L’acheteur fut le maire du palais Erchinoald, qui lui assigna comme charge de lui apporter à boire dans son lit, et la soumettait aussi aux tâches les plus viles. Bathilde obéissait humblement, sans révolte, grâce à son heureux caractère doux, prudent, réservé, déjà formé à la vertu.

Lorsque son maître devint veuf, il voulut l’épouser, mais Bathilde répondit qu’elle préférait conserver sa virginité.

La Providence fit qu’elle fut demandée en mariage par Clovis II, vers 649, peut-être présentée par Erchinoald lui-même. De cette union naquirent cinq enfants, dont Clotaire III, Childéric II, Thierry III.

Quand Clotaire III reçut le royaume (657), il avait cinq ans, de sorte que Bathilde exerça la régence jusqu’à sa majorité ; il mourut cependant en 673, et c’est son frère Thierry III qui lui succéda sur le trône de Neustrie et Bourgogne, tandis que Childéric II régnait en Austrasie.

Bathilde était entourée de saints conseillers : l’abbé Genès, futur évêque de Lyon, Chrodobert, évêque de Paris, s.Ouen, évêque de Rouen, s. Eloi, évêque de Noyon (v. 24 août et 1er décembre). Elle soutint l’Eglise de toutes ses forces et de ses deniers, fondant les abbayes de Corbie et Chelles, soutenant celles de Saint-Denis, Jumièges, Saint-Wandrille de Fontenelle, Luxeuil, Jouarre, Saint-Martin de Tours, Corbion, Faremoutiers, favorisant les basiliques d’Auxerre, Soissons, Orléans…

Cette ancienne esclave fit interdire la vente d’esclaves chrétiens et racheta beaucoup de captifs : peu à peu l’esclavage disparut du royaume franc et le concile de Chalon-sur-Saône se prononça dans le même sens ;  elle abrogea l’impôt payé d’après le nombre de personnes au foyer (pour l’éviter, on laissait mourir des nouveaux-nés), mais surtout elle combattit la simonie du clergé.

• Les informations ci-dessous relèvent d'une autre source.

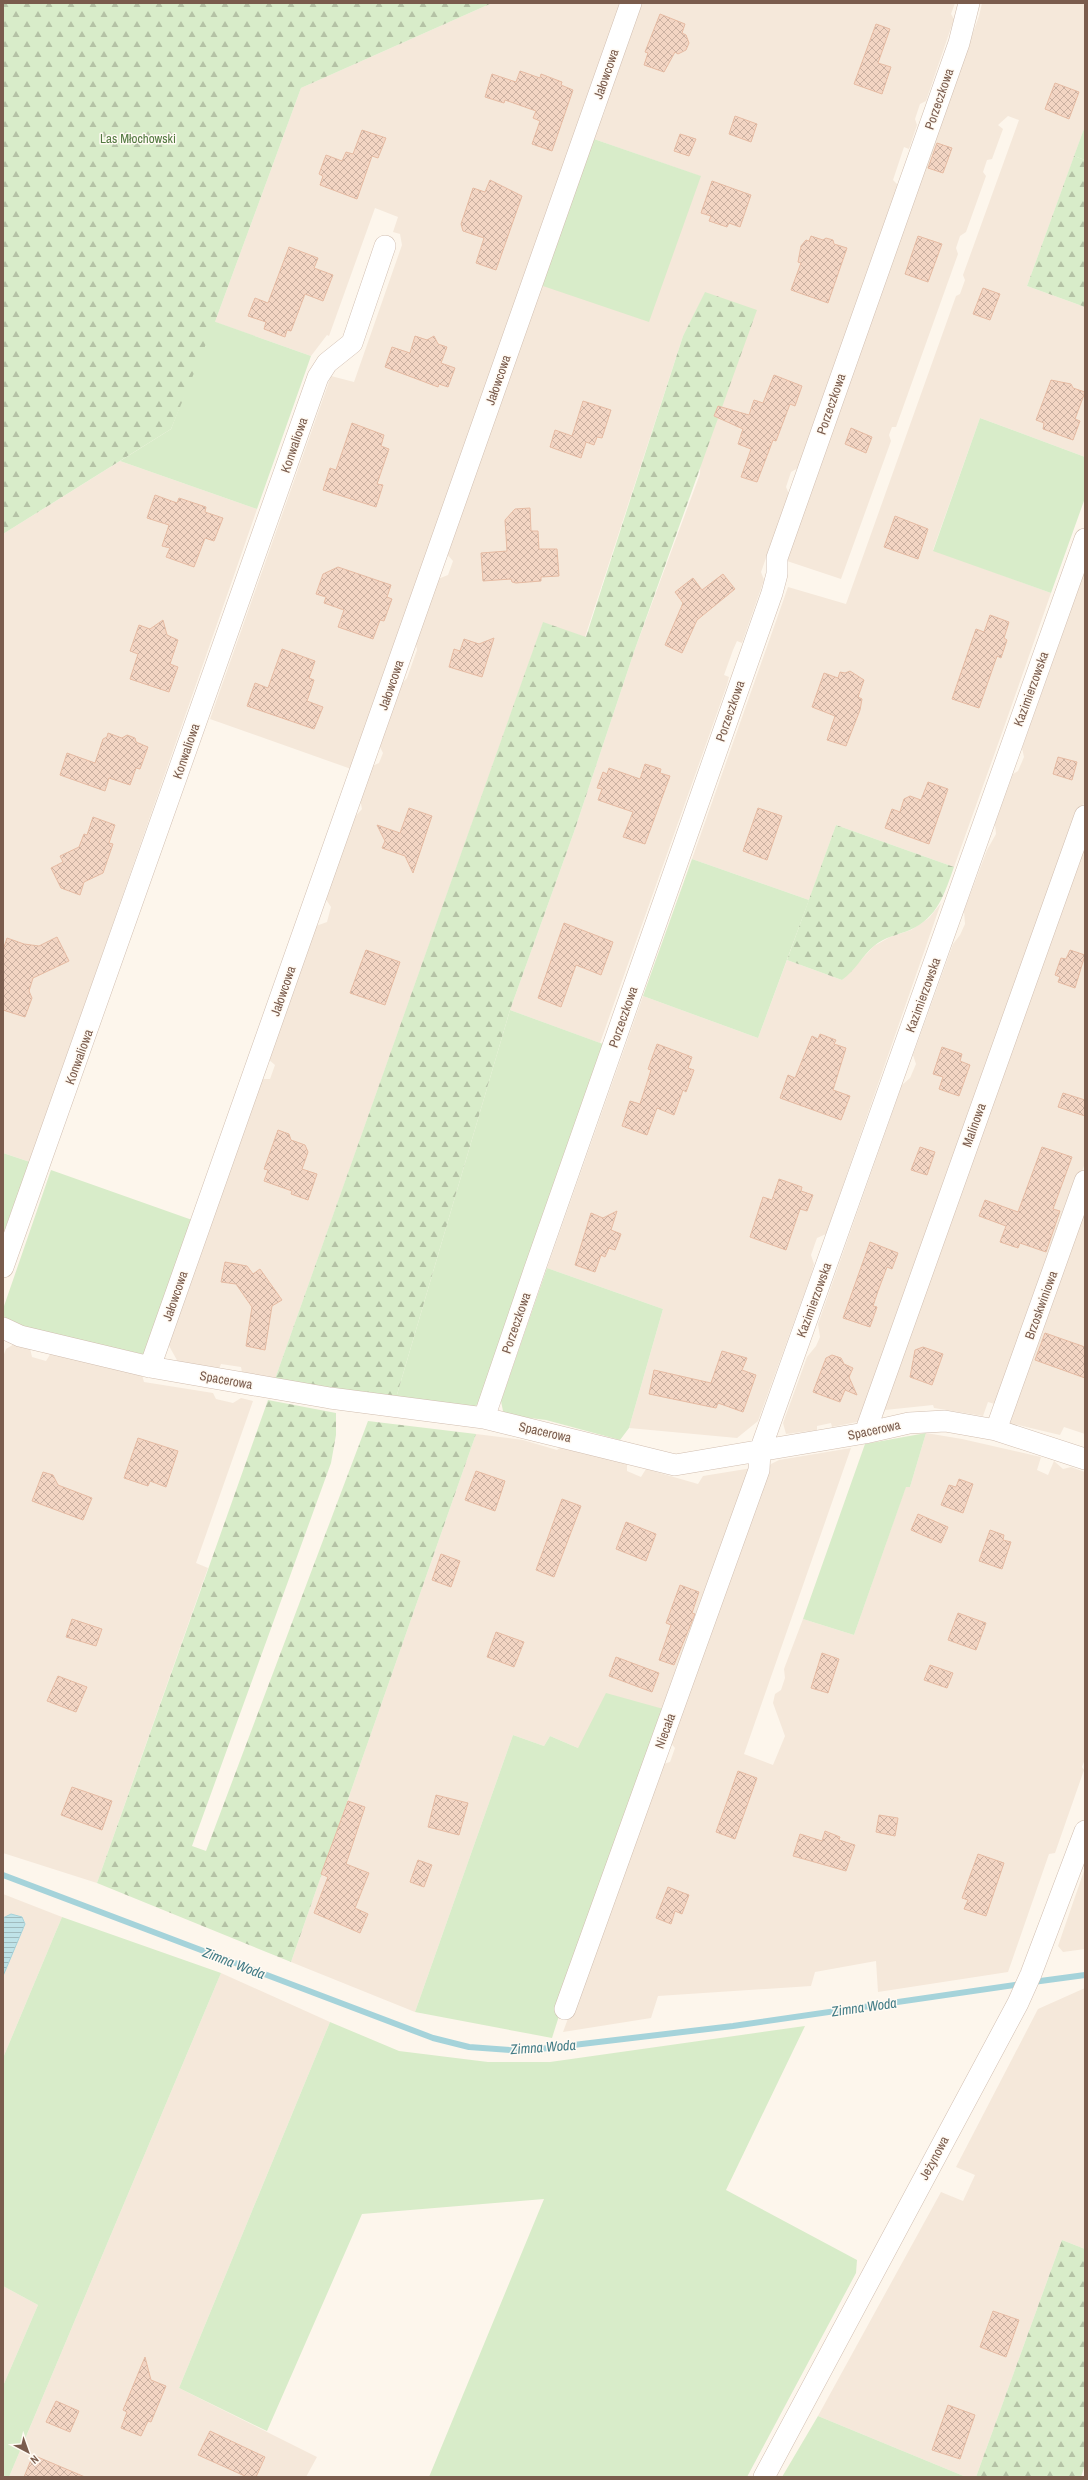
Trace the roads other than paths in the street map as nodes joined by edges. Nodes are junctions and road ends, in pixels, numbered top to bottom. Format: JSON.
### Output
{"nodes":[{"id":1,"x":631,"y":3,"type":"edge"},
{"id":2,"x":969,"y":3,"type":"edge"},
{"id":3,"x":385,"y":246,"type":"dead end"},
{"id":4,"x":1085,"y":539,"type":"edge"},
{"id":5,"x":1085,"y":816,"type":"edge"},
{"id":6,"x":1085,"y":1180,"type":"edge"},
{"id":7,"x":3,"y":1267,"type":"edge"},
{"id":8,"x":4,"y":1332,"type":"edge"},
{"id":9,"x":150,"y":1367,"type":"junction"},
{"id":10,"x":484,"y":1418,"type":"junction"},
{"id":11,"x":996,"y":1430,"type":"junction"},
{"id":12,"x":865,"y":1433,"type":"junction"},
{"id":13,"x":760,"y":1451,"type":"junction"},
{"id":14,"x":1085,"y":1459,"type":"edge"},
{"id":15,"x":1085,"y":1831,"type":"edge"},
{"id":16,"x":565,"y":2009,"type":"dead end"},
{"id":17,"x":764,"y":2477,"type":"edge"}],
"edges":[{"from":1,"to":9,"type":"street","name":"Jałowcowa"},
{"from":2,"to":10,"type":"street","name":"Porzeczkowa"},
{"from":3,"to":7,"type":"street","name":"Konwaliowa"},
{"from":4,"to":13,"type":"street","name":"Kazimierzowska"},
{"from":5,"to":12,"type":"street","name":"Malinowa"},
{"from":6,"to":11,"type":"street","name":"Brzoskwiniowa"},
{"from":8,"to":9,"type":"street","name":"Spacerowa"},
{"from":9,"to":10,"type":"street","name":"Spacerowa"},
{"from":10,"to":13,"type":"street","name":"Spacerowa"},
{"from":11,"to":12,"type":"street","name":"Spacerowa"},
{"from":11,"to":14,"type":"street","name":"Spacerowa"},
{"from":12,"to":13,"type":"street","name":"Spacerowa"},
{"from":13,"to":16,"type":"street","name":"Niecała"},
{"from":15,"to":17,"type":"street","name":"Jeżynowa"}]}
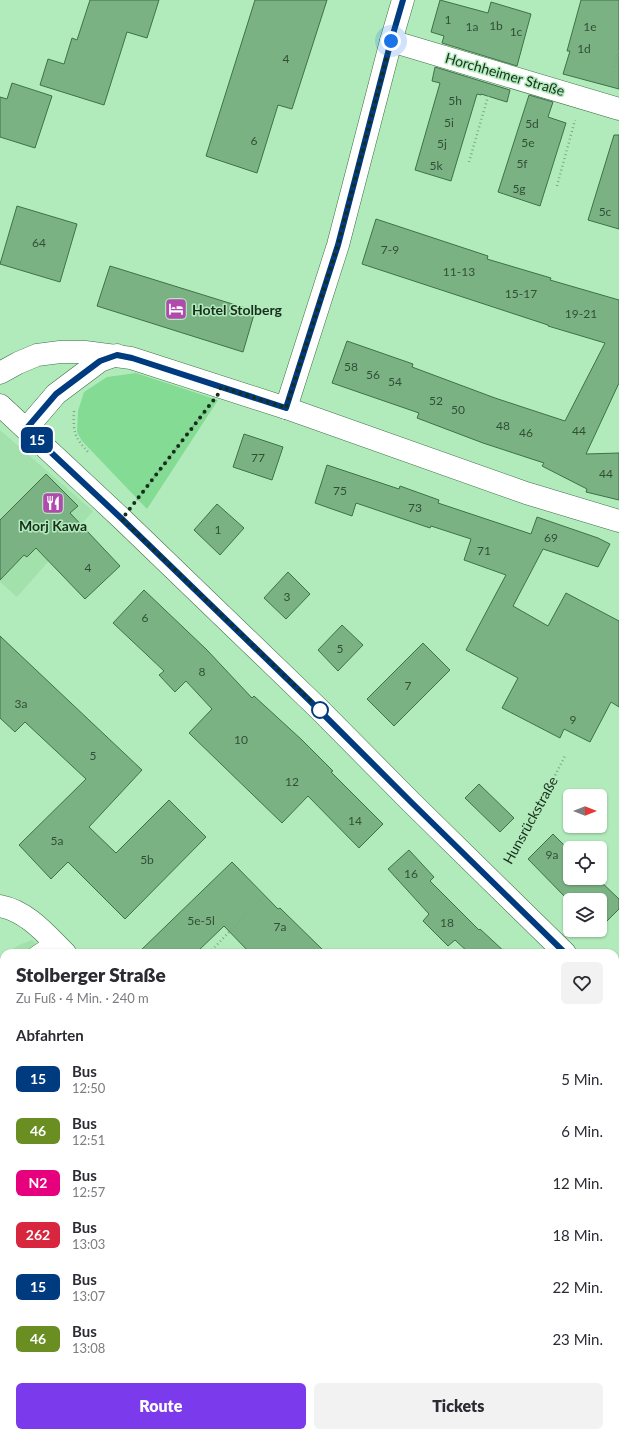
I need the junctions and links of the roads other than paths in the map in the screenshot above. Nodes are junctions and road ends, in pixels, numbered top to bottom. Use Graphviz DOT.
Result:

Un mystère plane sur un autre aspect de la personnalité de cette sainte reine : d’après un récit anglo-saxon, Bathilde aurait sévi très sévèrement contre neuf évêques, jusqu’à les faire assassiner ; il semble beaucoup plus vraisemblable que ces crimes aient été le fait du nouveau maire du palais, Ebroïn, tristement célèbre pour ses violences inouïes ; et peut-être qu’il n’y eut qu’un seul évêque victime.

Des jours sombres attristèrent la pieuse reine ; l’impopulaire évêque de Paris, Sigobrandus, fut assassiné. Bathilde se sentit poussée à se retirer : elle fut admise à l’abbaye de Chelles, qu’elle avait fondée, et se mêla aux religieuses dans la plus parfaite obéissance à l’abbesse Bertile (v. 5 novembre). Elle continua de visiter les pauvres et les infirmes.

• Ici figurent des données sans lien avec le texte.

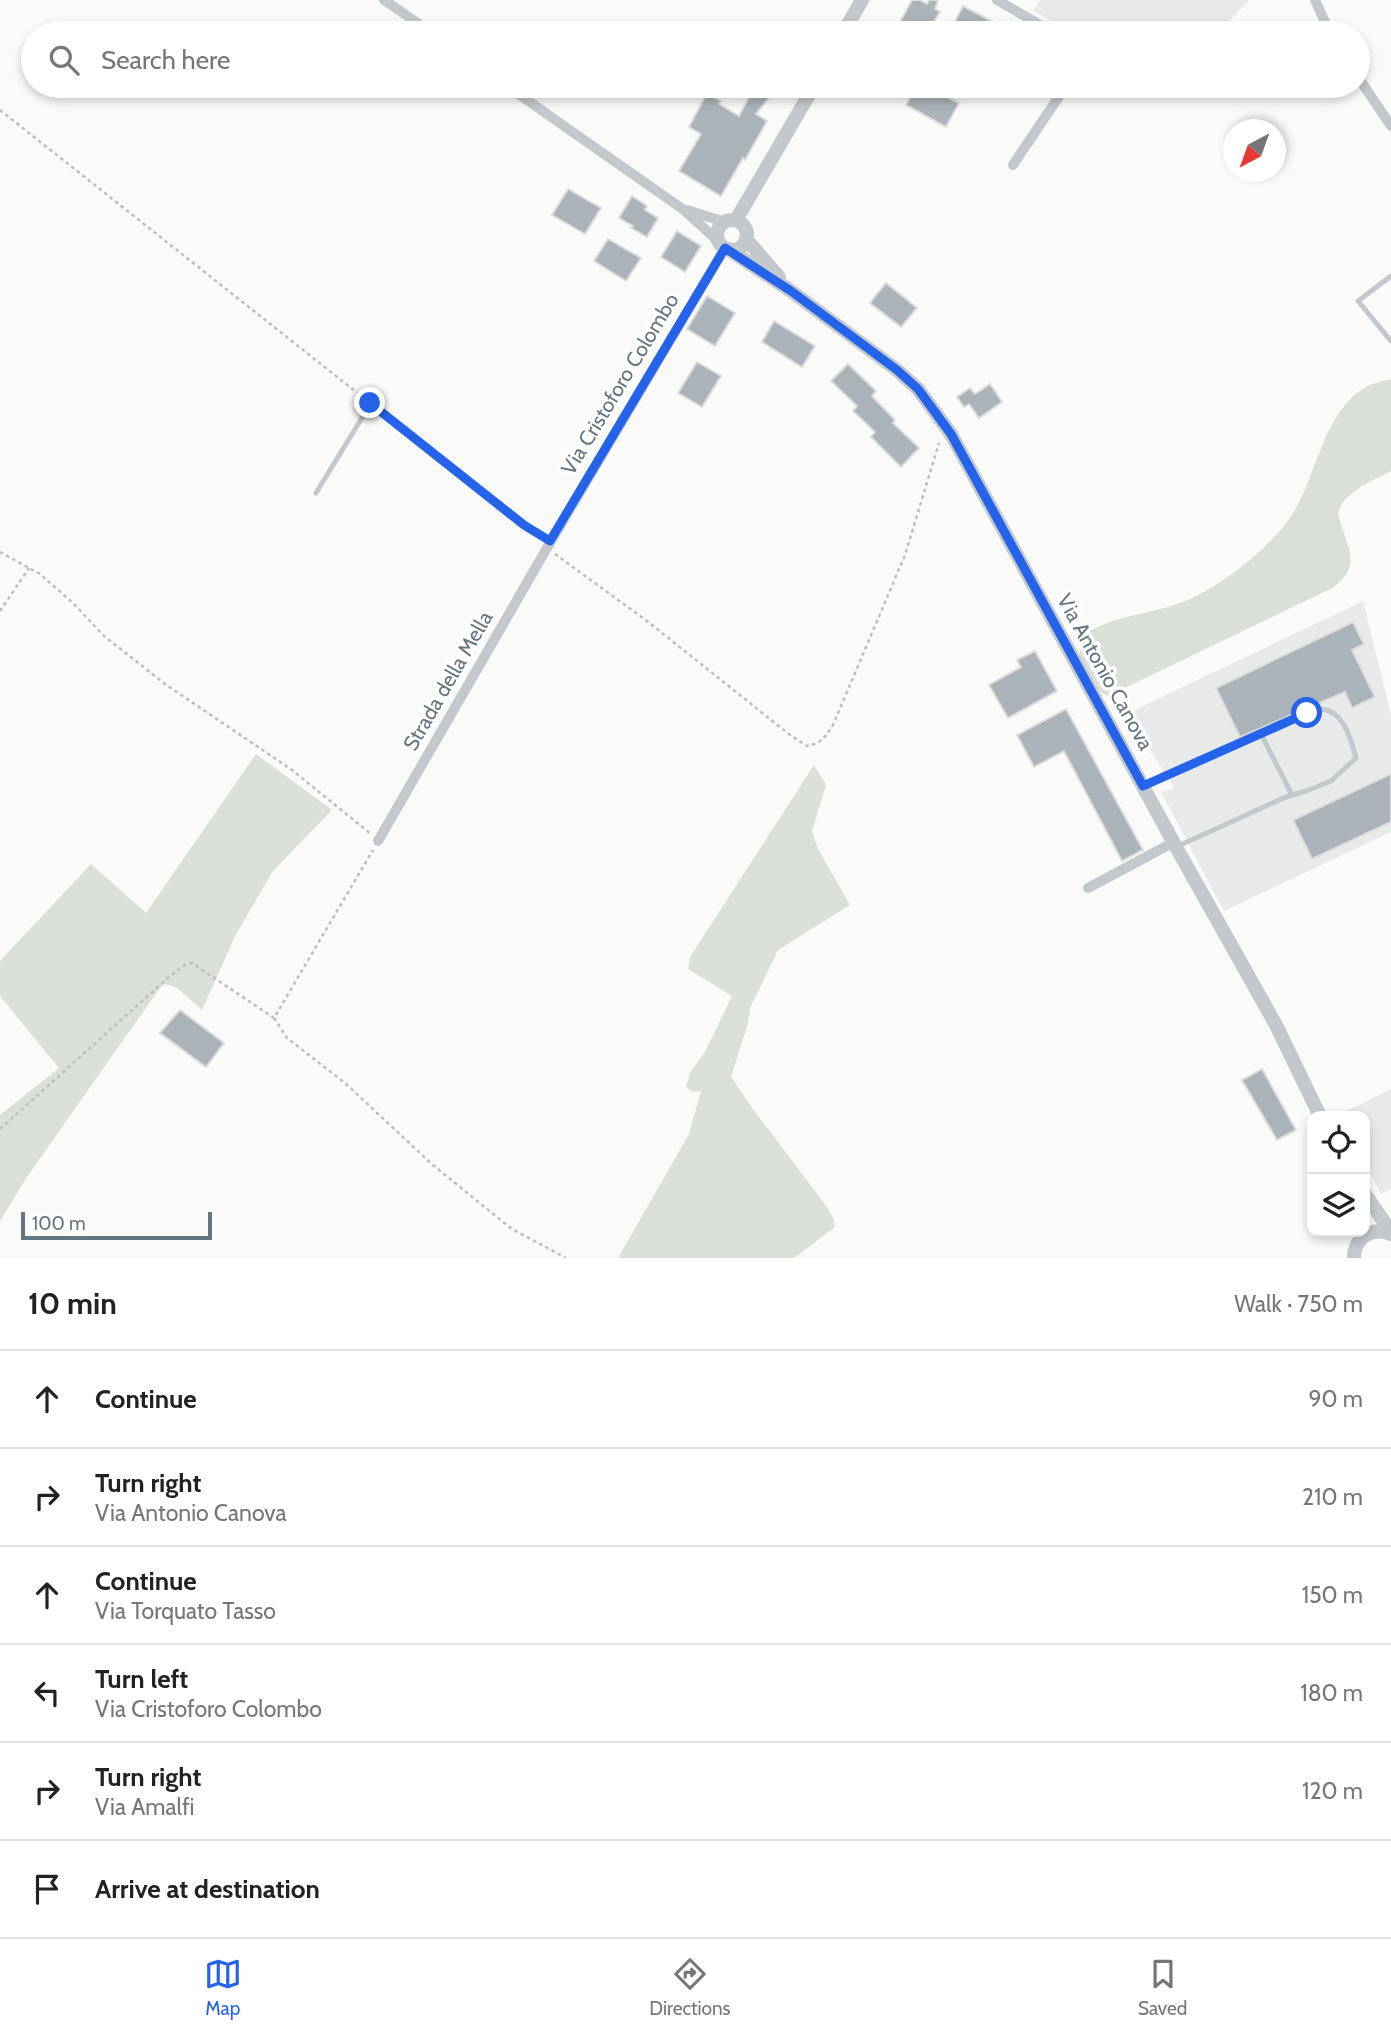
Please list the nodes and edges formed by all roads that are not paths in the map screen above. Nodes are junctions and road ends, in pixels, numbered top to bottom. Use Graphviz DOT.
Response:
graph roads {
  1 [pos="384,0"];
  2 [pos="862,0"];
  3 [pos="997,0"];
  4 [pos="1315,0"];
  5 [pos="415,21"];
  6 [pos="851,21"];
  7 [pos="1033,21"];
  8 [pos="1325,21"];
  9 [pos="1370,95"];
  10 [pos="524,98"];
  11 [pos="807,98"];
  12 [pos="1058,98"];
  13 [pos="1391,126"];
  14 [pos="1013,165"];
  15 [pos="684,210"];
  16 [pos="738,228"];
  17 [pos="724,246"];
  18 [pos="1391,276"];
  19 [pos="791,291"];
  20 [pos="1391,341"];
  21 [pos="316,493"];
  22 [pos="548,544"];
  23 [pos="1262,734"];
  24 [pos="1143,786"];
  25 [pos="1292,795"];
  26 [pos="379,841"];
  27 [pos="1175,844"];
  28 [pos="1088,888"];
  29 [pos="1318,1111"];
  30 [pos="1370,1202"];
  31 [pos="1391,1233"];
  32 [pos="1354,1250"];
  1 -- 5 [label="street"];
  2 -- 6 [label="street"];
  3 -- 7 [label="street"];
  4 -- 8 [label="street"];
  9 -- 13 [label="street"];
  10 -- 15 [label="street"];
  11 -- 16 [label="street"];
  12 -- 14 [label="street"];
  15 -- 16 [label="street"];
  15 -- 17 [label="street"];
  16 -- 17 [label="street"];
  16 -- 17 [label="street"];
  16 -- 19 [label="street"];
  17 -- 19 [label="street"];
  17 -- 22 [label="street, Via Cristoforo Colombo"];
  18 -- 20 [label="lane"];
  19 -- 24 [label="street, Via Antonio Canova"];
  21 -- 22 [label="lane"];
  22 -- 26 [label="street, Strada della Mella"];
  23 -- 24 [label="lane"];
  23 -- 25 [label="lane"];
  23 -- 25 [label="lane"];
  24 -- 27 [label="street, Via Antonio Canova"];
  25 -- 27 [label="lane"];
  27 -- 28 [label="street"];
  27 -- 29 [label="street, Via Antonio Canova"];
  30 -- 31 [label="street"];
  31 -- 32 [label="street"];
}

Les dernières années de Bathilde furent attristées par les luttes entre ses enfants, après la mort prématurée de Clotaire III en 673. Cette perspective fut une cause d’épreuves auxquelles vint se joindre une grave maladie.

Dieu vint la consoler au moment de sa dernière heure. Elle vit une échelle dont le sommet atteignait le ciel : elle en gravissait les degrés, accompagnée des anges, récompensée pour ses mérites, sa patience, son humilité. Aux quelques religieuses témoins de cette vision, elle défendit absolument d’en parler avant sa mort.

Bathilde mourut alors, le 30 janvier 680.

Des miracles, des délivrances de possédés, se produisirent sur son tombeau. Cent cinquante ans plus tard, en 833, le corps fut retrouvé intact et de nouveaux miracles eurent lieu.

Canonisée dès le 11e siècle, sainte Bathilde est mentionnée au 30 janvier dans le Martyrologe Romain.